On the surface, this pledge from Australia is a step in the right direction. Yet, in the context of Australia's emissions target of just a 5per cent reduction by 2020, and our refusal to approve climate refugee status requests from small Pacific nations such as Tuvulu, Senator Wong's announcement raises more questions than it answers.

For starters, it remains unclear whether the $150 million will be used for actual "adaptation" or whether it will be confined to further science and monitoring. Based on current breakdowns, the money will be distributed between the Department of Climate Change, AusAid, the Global Environment Fund and the World Bank. That means only a small percentage will go to the Pacific islands to deal with actual adaptation strategies.

This is reminiscent of a recent Guardian investigation revealing that although $18 billion had been pledged globally to assist poor countries adapt to climate impacts, only $900 million had been forthcoming. So far, the pledges have not matched the outcomes, and it is the world's poorest who are getting hit hardest.

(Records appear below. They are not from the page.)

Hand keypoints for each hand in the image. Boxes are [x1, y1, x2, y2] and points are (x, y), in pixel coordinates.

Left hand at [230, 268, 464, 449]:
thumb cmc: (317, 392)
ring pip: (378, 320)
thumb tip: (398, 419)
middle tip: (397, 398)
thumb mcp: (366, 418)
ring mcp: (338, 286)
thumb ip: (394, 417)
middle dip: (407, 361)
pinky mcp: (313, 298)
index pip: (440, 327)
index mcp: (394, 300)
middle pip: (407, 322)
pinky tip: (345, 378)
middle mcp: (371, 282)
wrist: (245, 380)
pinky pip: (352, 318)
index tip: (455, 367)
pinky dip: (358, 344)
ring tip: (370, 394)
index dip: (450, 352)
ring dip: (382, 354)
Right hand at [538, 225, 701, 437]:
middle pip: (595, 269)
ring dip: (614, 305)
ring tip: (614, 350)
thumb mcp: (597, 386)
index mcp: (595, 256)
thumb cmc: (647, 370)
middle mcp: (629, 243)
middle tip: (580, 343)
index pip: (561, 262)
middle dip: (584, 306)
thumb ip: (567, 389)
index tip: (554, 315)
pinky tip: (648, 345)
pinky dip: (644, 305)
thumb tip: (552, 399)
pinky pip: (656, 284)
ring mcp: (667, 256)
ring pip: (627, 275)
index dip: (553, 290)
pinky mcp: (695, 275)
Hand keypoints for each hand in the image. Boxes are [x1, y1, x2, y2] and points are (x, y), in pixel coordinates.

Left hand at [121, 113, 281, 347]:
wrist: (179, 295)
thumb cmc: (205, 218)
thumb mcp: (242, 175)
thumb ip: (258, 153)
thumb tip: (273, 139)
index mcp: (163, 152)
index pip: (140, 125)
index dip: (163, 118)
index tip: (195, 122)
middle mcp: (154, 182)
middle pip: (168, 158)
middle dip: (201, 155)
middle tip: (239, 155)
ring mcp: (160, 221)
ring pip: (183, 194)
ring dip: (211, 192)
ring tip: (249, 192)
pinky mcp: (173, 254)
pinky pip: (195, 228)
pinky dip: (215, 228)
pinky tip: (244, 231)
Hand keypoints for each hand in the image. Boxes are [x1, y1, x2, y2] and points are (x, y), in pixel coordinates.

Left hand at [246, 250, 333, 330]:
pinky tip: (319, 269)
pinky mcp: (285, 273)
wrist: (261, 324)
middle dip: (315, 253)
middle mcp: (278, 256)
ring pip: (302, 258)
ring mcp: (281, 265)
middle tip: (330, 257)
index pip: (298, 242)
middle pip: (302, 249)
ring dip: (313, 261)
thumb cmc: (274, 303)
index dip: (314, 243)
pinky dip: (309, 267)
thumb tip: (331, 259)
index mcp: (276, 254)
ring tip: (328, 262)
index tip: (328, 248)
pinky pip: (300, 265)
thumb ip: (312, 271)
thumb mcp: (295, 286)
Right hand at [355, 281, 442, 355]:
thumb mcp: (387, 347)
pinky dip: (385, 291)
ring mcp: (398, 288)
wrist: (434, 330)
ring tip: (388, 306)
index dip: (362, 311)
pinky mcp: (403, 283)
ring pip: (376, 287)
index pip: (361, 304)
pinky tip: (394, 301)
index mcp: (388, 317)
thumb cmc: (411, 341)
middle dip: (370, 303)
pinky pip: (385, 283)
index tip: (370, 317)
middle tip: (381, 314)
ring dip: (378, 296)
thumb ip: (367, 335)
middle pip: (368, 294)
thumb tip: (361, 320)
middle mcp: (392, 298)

Wong's $20 million pledge is a tiny drop in the ocean of needs and impending disasters when we start to measure the human and financial magnitude of the problem.

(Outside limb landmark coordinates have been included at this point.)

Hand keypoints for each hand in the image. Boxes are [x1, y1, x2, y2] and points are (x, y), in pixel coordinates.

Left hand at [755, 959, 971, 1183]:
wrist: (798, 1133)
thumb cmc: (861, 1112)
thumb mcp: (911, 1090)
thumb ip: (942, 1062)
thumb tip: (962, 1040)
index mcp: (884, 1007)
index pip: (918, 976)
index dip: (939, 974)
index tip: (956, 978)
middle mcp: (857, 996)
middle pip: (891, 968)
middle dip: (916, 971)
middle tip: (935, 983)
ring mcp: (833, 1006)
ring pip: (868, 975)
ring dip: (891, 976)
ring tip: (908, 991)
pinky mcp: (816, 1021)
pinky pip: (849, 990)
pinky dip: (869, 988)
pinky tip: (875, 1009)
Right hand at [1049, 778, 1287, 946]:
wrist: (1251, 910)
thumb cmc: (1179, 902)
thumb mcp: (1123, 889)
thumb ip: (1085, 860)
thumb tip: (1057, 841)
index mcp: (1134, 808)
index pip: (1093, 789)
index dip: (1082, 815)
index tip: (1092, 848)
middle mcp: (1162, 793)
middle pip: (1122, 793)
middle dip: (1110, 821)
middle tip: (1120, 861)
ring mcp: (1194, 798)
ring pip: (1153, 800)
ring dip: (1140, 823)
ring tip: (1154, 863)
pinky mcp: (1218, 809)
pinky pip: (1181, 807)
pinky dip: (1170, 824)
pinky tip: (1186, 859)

Since 2005, the people of the Carteret Islands (120 kilometres north-east of Bougainville in the Pacific Ocean) have been in a process of forced migration due to rising seas. The 2500 inhabitants of the islands are in the process of resettlement in Bougainville, putting them among the world's first "environmental refugees".

In PNG, extreme weather conditions have increased in frequency and ferocity in recent years. A huge flood in the Oro Province in November 2007 killed 70people and destroyed 95 per cent of the road and bridge infrastructure. The cost of repairing this infrastructure is estimated to run into the billions of dollars.

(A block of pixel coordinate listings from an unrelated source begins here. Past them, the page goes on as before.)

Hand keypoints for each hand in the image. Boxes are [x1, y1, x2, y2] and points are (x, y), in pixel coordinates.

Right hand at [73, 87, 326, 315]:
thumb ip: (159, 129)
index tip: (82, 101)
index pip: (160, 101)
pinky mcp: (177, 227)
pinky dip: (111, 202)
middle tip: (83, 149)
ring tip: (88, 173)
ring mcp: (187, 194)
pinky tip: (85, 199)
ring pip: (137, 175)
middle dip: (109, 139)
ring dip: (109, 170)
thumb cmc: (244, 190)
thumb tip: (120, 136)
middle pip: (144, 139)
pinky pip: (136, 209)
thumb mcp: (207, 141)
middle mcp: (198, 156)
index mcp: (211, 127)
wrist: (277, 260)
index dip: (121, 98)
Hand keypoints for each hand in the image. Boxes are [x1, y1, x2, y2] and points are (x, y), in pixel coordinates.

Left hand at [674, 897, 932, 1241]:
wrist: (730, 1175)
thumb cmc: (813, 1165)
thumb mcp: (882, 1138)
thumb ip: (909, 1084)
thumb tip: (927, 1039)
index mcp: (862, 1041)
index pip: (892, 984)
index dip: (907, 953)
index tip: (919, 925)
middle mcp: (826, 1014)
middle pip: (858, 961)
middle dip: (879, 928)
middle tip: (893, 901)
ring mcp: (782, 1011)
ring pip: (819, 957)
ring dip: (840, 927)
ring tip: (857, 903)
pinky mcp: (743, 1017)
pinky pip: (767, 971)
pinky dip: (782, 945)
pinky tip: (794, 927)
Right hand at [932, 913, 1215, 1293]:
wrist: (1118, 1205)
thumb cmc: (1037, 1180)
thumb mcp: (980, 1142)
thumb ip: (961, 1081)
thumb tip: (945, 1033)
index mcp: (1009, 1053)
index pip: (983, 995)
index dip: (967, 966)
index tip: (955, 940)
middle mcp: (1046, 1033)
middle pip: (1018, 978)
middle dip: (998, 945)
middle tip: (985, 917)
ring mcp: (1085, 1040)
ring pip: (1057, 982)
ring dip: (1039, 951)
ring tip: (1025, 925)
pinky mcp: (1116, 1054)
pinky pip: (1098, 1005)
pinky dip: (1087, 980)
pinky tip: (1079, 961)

The injustice of climate change is that its effects are falling most heavily on the poor - those who bear the least responsibility for causing the problem and have the least capacity to adapt. While a country with a heavy greenhouse footprint such as Australia has the luxury to debate climate change, some low-lying island nations are likely to disappear off the surface of the earth altogether.

As a country that has disproportionately contributed to creating the problem of global warming (on a per-capita basis), Australia has an obligation to lead by example in reducing its own emissions, and to help its poorer neighbours to cope with its impacts and implement alternative development pathways.

Often lacking the infrastructure to even tackle day-to-day issues of social deprivation, health and hunger, the developing world has few resources left to respond to environmental circumstances in a way that might mitigate long-term impacts. Countries with poor democratic structures, weak borders and high incidence of corruption are most vulnerable to the potential for climate change triggering large-scale humanitarian crises.

Given that our targets of 5 to 15per cent emission cuts by 2020 will, according to all available science, lead us on a course that will see increasing problems in the Asia-Pacific region as a direct result of climate change, a $20 million pledge is very modest indeed.

The bigger question is how Australia will contribute to the global effort to radically reduce carbon emissions in the short term, and play a role in ensuring a strong new global emissions reduction treaty is signed at Copenhagen later this year. To achieve this, we will need to set credible science-based targets; we need 25 to 40 per cent cuts by 2020.

In a paper presented at the recent climate talks in Poznan, the Alliance of Small Island States called on the world to reduce greenhouse gas emissions by more than 40 per cent by 2020, and more than 95 per cent by 2050. These countries know their very existence is at stake.

Responding to the news from Copenhagen, Maldives President Mahamed Nasheed has pledged that his country will no longer be part of the "Faustian Pact" the world has with carbon by becoming the first country to go carbon neutral. "Today," he said, "the Maldives will opt out of that pact." But, where will Australia stand?